Material shown START

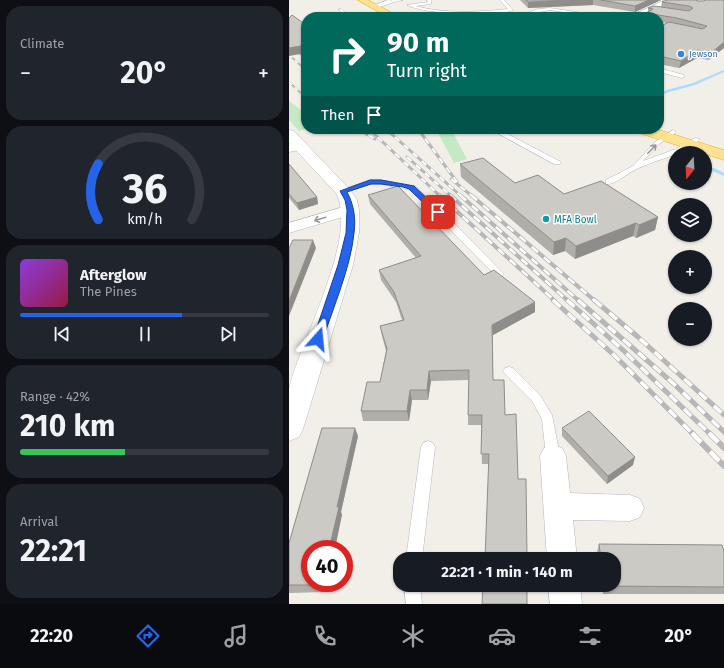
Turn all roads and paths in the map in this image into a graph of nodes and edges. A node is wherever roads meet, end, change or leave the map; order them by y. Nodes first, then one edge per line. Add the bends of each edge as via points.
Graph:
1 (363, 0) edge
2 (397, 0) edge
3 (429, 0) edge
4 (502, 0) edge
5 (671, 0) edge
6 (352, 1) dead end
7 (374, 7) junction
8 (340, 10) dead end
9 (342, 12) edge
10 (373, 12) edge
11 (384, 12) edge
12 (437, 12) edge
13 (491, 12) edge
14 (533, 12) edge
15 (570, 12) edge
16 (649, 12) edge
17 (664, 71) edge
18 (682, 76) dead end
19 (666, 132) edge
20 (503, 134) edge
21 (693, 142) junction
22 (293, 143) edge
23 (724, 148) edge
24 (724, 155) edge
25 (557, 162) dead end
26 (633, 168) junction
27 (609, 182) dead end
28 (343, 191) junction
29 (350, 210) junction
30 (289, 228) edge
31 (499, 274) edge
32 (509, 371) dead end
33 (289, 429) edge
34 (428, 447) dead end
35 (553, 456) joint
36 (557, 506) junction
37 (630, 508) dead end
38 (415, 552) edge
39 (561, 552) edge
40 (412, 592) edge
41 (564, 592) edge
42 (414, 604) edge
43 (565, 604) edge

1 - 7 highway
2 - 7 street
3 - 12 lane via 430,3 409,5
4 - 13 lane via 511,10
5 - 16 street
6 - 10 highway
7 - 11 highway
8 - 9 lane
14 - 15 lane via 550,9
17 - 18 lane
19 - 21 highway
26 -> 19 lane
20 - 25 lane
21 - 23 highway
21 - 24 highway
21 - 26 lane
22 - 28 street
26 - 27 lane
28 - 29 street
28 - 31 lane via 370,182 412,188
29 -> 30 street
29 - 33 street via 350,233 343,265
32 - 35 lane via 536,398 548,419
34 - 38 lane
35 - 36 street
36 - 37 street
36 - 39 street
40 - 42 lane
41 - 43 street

Material shown END
Material shown START

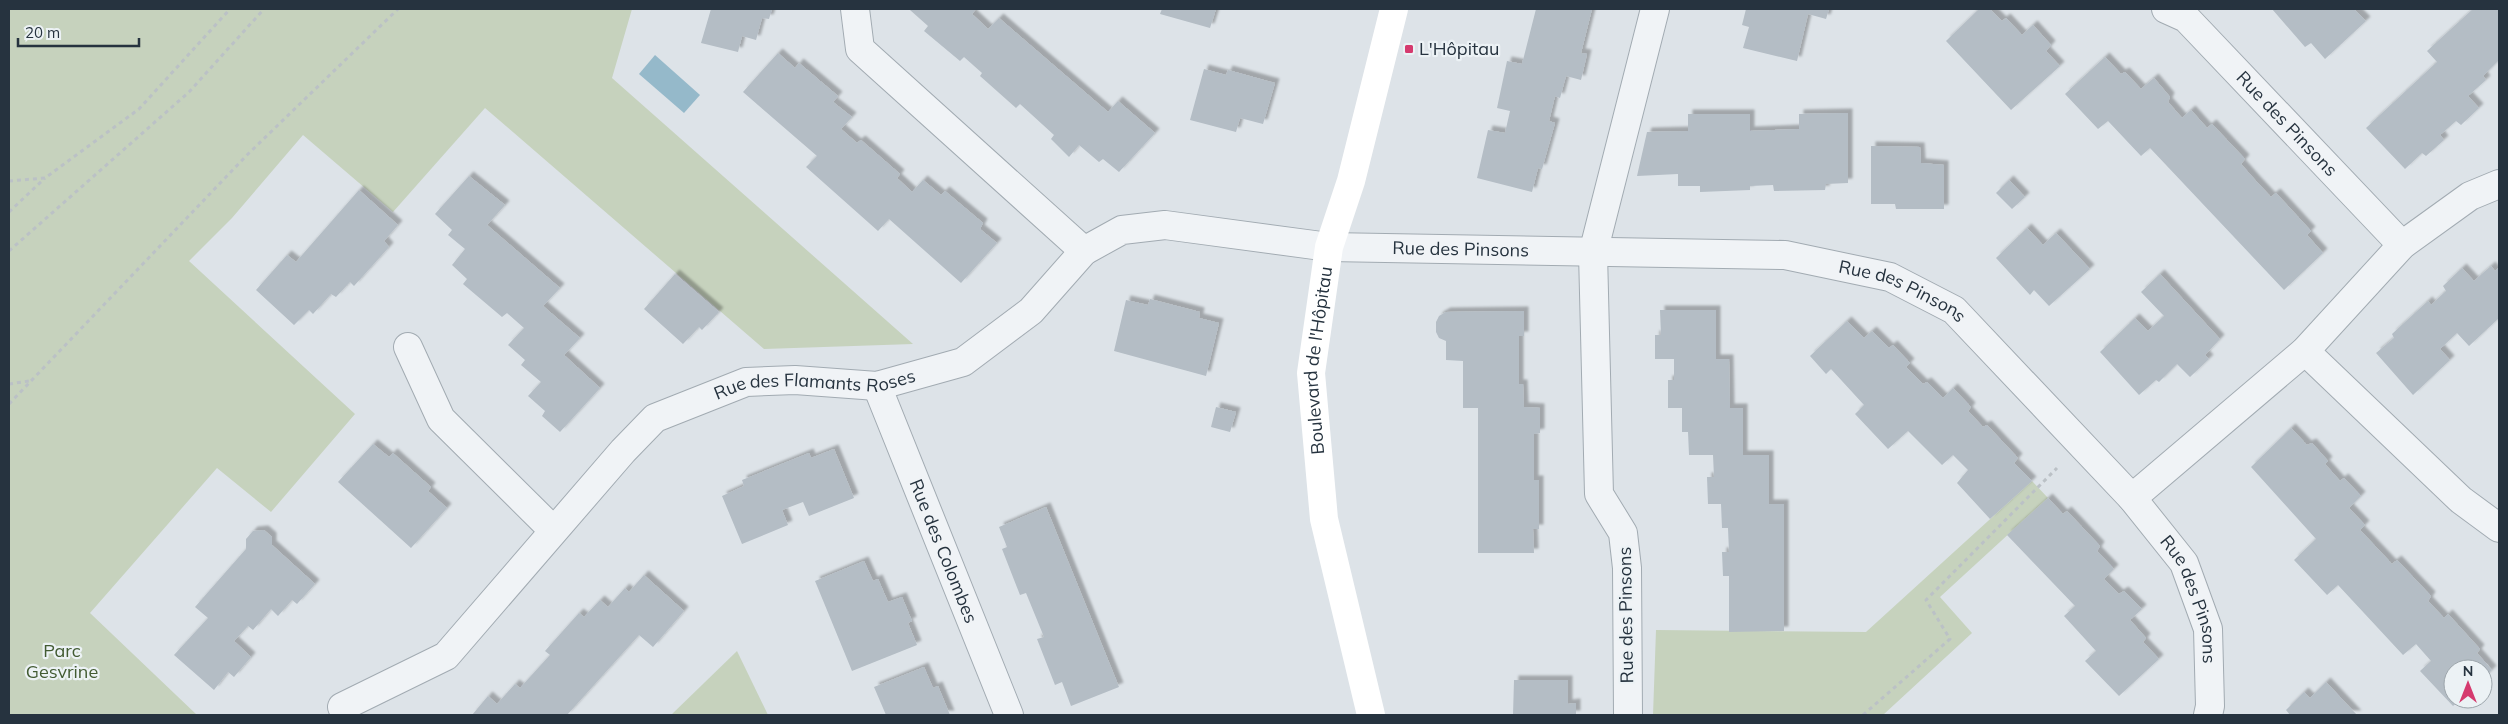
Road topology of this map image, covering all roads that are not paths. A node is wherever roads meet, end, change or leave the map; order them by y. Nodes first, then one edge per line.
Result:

Material shown END

• _Exercise objective_: Return every line from the entries above that contains the word "them".

• _Answer to this exercise_:
Turn all roads and paths in the map in this image into a graph of nodes and edges. A node is wherever roads meet, end, change or leave the map; order them by y. Nodes first, then one edge per line. Add the bends of each edge as via points.
Road topology of this map image, covering all roads that are not paths. A node is wherever roads meet, end, change or leave the map; order them by y. Nodes first, then one edge per line.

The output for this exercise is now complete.